■ EXERCISE DESCRIPTION ■
Could you write out the records below exactly as they appear?

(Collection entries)
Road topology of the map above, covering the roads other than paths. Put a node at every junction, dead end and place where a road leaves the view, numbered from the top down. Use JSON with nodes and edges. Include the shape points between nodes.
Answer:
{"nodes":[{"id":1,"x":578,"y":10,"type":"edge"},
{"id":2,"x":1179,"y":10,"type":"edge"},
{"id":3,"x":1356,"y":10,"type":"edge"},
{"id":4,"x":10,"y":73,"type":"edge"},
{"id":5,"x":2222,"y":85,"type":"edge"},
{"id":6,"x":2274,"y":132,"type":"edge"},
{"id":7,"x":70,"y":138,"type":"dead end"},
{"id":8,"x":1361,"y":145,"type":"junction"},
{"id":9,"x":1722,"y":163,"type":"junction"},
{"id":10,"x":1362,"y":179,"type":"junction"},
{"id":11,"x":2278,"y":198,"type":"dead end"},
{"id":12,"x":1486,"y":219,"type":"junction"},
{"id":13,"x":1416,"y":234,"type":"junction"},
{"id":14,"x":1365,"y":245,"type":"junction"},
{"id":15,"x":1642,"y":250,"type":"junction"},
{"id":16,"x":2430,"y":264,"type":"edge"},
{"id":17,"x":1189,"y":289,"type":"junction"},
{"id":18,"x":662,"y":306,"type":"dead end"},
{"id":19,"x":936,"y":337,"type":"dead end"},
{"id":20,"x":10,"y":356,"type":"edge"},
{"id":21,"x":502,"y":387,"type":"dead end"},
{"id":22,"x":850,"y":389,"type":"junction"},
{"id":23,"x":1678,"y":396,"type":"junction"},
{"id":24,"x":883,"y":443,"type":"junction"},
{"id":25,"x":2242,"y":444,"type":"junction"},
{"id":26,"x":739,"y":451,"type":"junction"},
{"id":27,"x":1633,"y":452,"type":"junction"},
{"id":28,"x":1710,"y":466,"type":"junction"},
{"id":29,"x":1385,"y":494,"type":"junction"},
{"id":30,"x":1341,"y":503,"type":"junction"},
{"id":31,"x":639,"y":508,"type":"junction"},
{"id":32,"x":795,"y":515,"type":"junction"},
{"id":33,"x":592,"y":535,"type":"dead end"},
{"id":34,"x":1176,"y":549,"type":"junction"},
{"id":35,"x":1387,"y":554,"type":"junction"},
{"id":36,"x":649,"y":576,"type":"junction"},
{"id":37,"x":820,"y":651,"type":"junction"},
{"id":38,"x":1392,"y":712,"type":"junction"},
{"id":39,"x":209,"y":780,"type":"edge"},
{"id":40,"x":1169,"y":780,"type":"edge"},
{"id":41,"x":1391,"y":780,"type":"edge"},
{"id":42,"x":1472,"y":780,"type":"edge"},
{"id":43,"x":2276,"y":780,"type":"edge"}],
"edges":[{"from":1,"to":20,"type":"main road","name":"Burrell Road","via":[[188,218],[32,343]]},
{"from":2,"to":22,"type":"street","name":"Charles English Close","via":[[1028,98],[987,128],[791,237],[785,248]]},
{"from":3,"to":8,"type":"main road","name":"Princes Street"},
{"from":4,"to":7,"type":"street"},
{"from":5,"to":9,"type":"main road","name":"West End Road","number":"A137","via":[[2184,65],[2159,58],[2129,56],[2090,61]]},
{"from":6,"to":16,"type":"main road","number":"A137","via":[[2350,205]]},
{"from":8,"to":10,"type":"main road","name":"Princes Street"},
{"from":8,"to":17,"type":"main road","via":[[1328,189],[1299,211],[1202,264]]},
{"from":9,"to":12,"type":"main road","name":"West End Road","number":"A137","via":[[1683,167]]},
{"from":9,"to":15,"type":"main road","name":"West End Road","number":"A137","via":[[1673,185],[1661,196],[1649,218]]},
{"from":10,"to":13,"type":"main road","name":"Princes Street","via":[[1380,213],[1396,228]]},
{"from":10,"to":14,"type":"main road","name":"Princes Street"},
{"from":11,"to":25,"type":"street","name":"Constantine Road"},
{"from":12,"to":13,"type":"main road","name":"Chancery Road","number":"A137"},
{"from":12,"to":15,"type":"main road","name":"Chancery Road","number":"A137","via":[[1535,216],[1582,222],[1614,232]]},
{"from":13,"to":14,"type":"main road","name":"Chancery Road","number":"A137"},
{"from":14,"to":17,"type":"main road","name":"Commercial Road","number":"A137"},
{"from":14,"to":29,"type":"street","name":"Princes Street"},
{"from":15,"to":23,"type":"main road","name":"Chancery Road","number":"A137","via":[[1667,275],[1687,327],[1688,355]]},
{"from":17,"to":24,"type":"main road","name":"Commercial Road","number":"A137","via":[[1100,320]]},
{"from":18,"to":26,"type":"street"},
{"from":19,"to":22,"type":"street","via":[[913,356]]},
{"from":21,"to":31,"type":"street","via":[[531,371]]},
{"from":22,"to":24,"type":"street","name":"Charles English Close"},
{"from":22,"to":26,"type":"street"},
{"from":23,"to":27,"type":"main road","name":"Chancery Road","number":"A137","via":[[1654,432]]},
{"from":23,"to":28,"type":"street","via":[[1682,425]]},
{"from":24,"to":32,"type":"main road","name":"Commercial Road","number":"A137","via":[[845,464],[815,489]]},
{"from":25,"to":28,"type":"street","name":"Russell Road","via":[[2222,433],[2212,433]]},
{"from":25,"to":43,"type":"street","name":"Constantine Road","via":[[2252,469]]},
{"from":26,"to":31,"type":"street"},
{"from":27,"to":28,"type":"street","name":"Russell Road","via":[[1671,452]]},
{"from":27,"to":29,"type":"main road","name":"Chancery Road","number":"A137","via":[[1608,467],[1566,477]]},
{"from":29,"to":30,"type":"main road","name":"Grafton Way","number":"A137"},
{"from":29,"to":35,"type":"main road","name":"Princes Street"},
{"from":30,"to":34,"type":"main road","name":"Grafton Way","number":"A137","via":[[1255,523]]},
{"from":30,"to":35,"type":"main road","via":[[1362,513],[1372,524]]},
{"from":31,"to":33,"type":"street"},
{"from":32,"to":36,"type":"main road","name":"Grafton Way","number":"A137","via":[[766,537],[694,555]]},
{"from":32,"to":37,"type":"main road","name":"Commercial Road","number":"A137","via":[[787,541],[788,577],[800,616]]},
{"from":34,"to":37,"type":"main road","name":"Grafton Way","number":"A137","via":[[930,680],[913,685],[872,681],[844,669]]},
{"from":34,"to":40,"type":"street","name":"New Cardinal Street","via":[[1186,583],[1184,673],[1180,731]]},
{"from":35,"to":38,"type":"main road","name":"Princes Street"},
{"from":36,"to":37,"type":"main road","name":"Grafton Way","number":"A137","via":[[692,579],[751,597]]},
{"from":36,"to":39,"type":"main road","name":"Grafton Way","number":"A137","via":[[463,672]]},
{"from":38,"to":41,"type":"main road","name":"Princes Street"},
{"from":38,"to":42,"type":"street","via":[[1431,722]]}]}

■ OUTPUT FOR THIS EXERCISE ■
Road topology of the map above, covering the roads other than paths. Put a node at every junction, dead end and place where a road leaves the view, numbered from the top down. Use JSON with nodes and edges. Include the shape points between nodes.
Answer:
{"nodes":[{"id":1,"x":578,"y":10,"type":"edge"},
{"id":2,"x":1179,"y":10,"type":"edge"},
{"id":3,"x":1356,"y":10,"type":"edge"},
{"id":4,"x":10,"y":73,"type":"edge"},
{"id":5,"x":2222,"y":85,"type":"edge"},
{"id":6,"x":2274,"y":132,"type":"edge"},
{"id":7,"x":70,"y":138,"type":"dead end"},
{"id":8,"x":1361,"y":145,"type":"junction"},
{"id":9,"x":1722,"y":163,"type":"junction"},
{"id":10,"x":1362,"y":179,"type":"junction"},
{"id":11,"x":2278,"y":198,"type":"dead end"},
{"id":12,"x":1486,"y":219,"type":"junction"},
{"id":13,"x":1416,"y":234,"type":"junction"},
{"id":14,"x":1365,"y":245,"type":"junction"},
{"id":15,"x":1642,"y":250,"type":"junction"},
{"id":16,"x":2430,"y":264,"type":"edge"},
{"id":17,"x":1189,"y":289,"type":"junction"},
{"id":18,"x":662,"y":306,"type":"dead end"},
{"id":19,"x":936,"y":337,"type":"dead end"},
{"id":20,"x":10,"y":356,"type":"edge"},
{"id":21,"x":502,"y":387,"type":"dead end"},
{"id":22,"x":850,"y":389,"type":"junction"},
{"id":23,"x":1678,"y":396,"type":"junction"},
{"id":24,"x":883,"y":443,"type":"junction"},
{"id":25,"x":2242,"y":444,"type":"junction"},
{"id":26,"x":739,"y":451,"type":"junction"},
{"id":27,"x":1633,"y":452,"type":"junction"},
{"id":28,"x":1710,"y":466,"type":"junction"},
{"id":29,"x":1385,"y":494,"type":"junction"},
{"id":30,"x":1341,"y":503,"type":"junction"},
{"id":31,"x":639,"y":508,"type":"junction"},
{"id":32,"x":795,"y":515,"type":"junction"},
{"id":33,"x":592,"y":535,"type":"dead end"},
{"id":34,"x":1176,"y":549,"type":"junction"},
{"id":35,"x":1387,"y":554,"type":"junction"},
{"id":36,"x":649,"y":576,"type":"junction"},
{"id":37,"x":820,"y":651,"type":"junction"},
{"id":38,"x":1392,"y":712,"type":"junction"},
{"id":39,"x":209,"y":780,"type":"edge"},
{"id":40,"x":1169,"y":780,"type":"edge"},
{"id":41,"x":1391,"y":780,"type":"edge"},
{"id":42,"x":1472,"y":780,"type":"edge"},
{"id":43,"x":2276,"y":780,"type":"edge"}],
"edges":[{"from":1,"to":20,"type":"main road","name":"Burrell Road","via":[[188,218],[32,343]]},
{"from":2,"to":22,"type":"street","name":"Charles English Close","via":[[1028,98],[987,128],[791,237],[785,248]]},
{"from":3,"to":8,"type":"main road","name":"Princes Street"},
{"from":4,"to":7,"type":"street"},
{"from":5,"to":9,"type":"main road","name":"West End Road","number":"A137","via":[[2184,65],[2159,58],[2129,56],[2090,61]]},
{"from":6,"to":16,"type":"main road","number":"A137","via":[[2350,205]]},
{"from":8,"to":10,"type":"main road","name":"Princes Street"},
{"from":8,"to":17,"type":"main road","via":[[1328,189],[1299,211],[1202,264]]},
{"from":9,"to":12,"type":"main road","name":"West End Road","number":"A137","via":[[1683,167]]},
{"from":9,"to":15,"type":"main road","name":"West End Road","number":"A137","via":[[1673,185],[1661,196],[1649,218]]},
{"from":10,"to":13,"type":"main road","name":"Princes Street","via":[[1380,213],[1396,228]]},
{"from":10,"to":14,"type":"main road","name":"Princes Street"},
{"from":11,"to":25,"type":"street","name":"Constantine Road"},
{"from":12,"to":13,"type":"main road","name":"Chancery Road","number":"A137"},
{"from":12,"to":15,"type":"main road","name":"Chancery Road","number":"A137","via":[[1535,216],[1582,222],[1614,232]]},
{"from":13,"to":14,"type":"main road","name":"Chancery Road","number":"A137"},
{"from":14,"to":17,"type":"main road","name":"Commercial Road","number":"A137"},
{"from":14,"to":29,"type":"street","name":"Princes Street"},
{"from":15,"to":23,"type":"main road","name":"Chancery Road","number":"A137","via":[[1667,275],[1687,327],[1688,355]]},
{"from":17,"to":24,"type":"main road","name":"Commercial Road","number":"A137","via":[[1100,320]]},
{"from":18,"to":26,"type":"street"},
{"from":19,"to":22,"type":"street","via":[[913,356]]},
{"from":21,"to":31,"type":"street","via":[[531,371]]},
{"from":22,"to":24,"type":"street","name":"Charles English Close"},
{"from":22,"to":26,"type":"street"},
{"from":23,"to":27,"type":"main road","name":"Chancery Road","number":"A137","via":[[1654,432]]},
{"from":23,"to":28,"type":"street","via":[[1682,425]]},
{"from":24,"to":32,"type":"main road","name":"Commercial Road","number":"A137","via":[[845,464],[815,489]]},
{"from":25,"to":28,"type":"street","name":"Russell Road","via":[[2222,433],[2212,433]]},
{"from":25,"to":43,"type":"street","name":"Constantine Road","via":[[2252,469]]},
{"from":26,"to":31,"type":"street"},
{"from":27,"to":28,"type":"street","name":"Russell Road","via":[[1671,452]]},
{"from":27,"to":29,"type":"main road","name":"Chancery Road","number":"A137","via":[[1608,467],[1566,477]]},
{"from":29,"to":30,"type":"main road","name":"Grafton Way","number":"A137"},
{"from":29,"to":35,"type":"main road","name":"Princes Street"},
{"from":30,"to":34,"type":"main road","name":"Grafton Way","number":"A137","via":[[1255,523]]},
{"from":30,"to":35,"type":"main road","via":[[1362,513],[1372,524]]},
{"from":31,"to":33,"type":"street"},
{"from":32,"to":36,"type":"main road","name":"Grafton Way","number":"A137","via":[[766,537],[694,555]]},
{"from":32,"to":37,"type":"main road","name":"Commercial Road","number":"A137","via":[[787,541],[788,577],[800,616]]},
{"from":34,"to":37,"type":"main road","name":"Grafton Way","number":"A137","via":[[930,680],[913,685],[872,681],[844,669]]},
{"from":34,"to":40,"type":"street","name":"New Cardinal Street","via":[[1186,583],[1184,673],[1180,731]]},
{"from":35,"to":38,"type":"main road","name":"Princes Street"},
{"from":36,"to":37,"type":"main road","name":"Grafton Way","number":"A137","via":[[692,579],[751,597]]},
{"from":36,"to":39,"type":"main road","name":"Grafton Way","number":"A137","via":[[463,672]]},
{"from":38,"to":41,"type":"main road","name":"Princes Street"},
{"from":38,"to":42,"type":"street","via":[[1431,722]]}]}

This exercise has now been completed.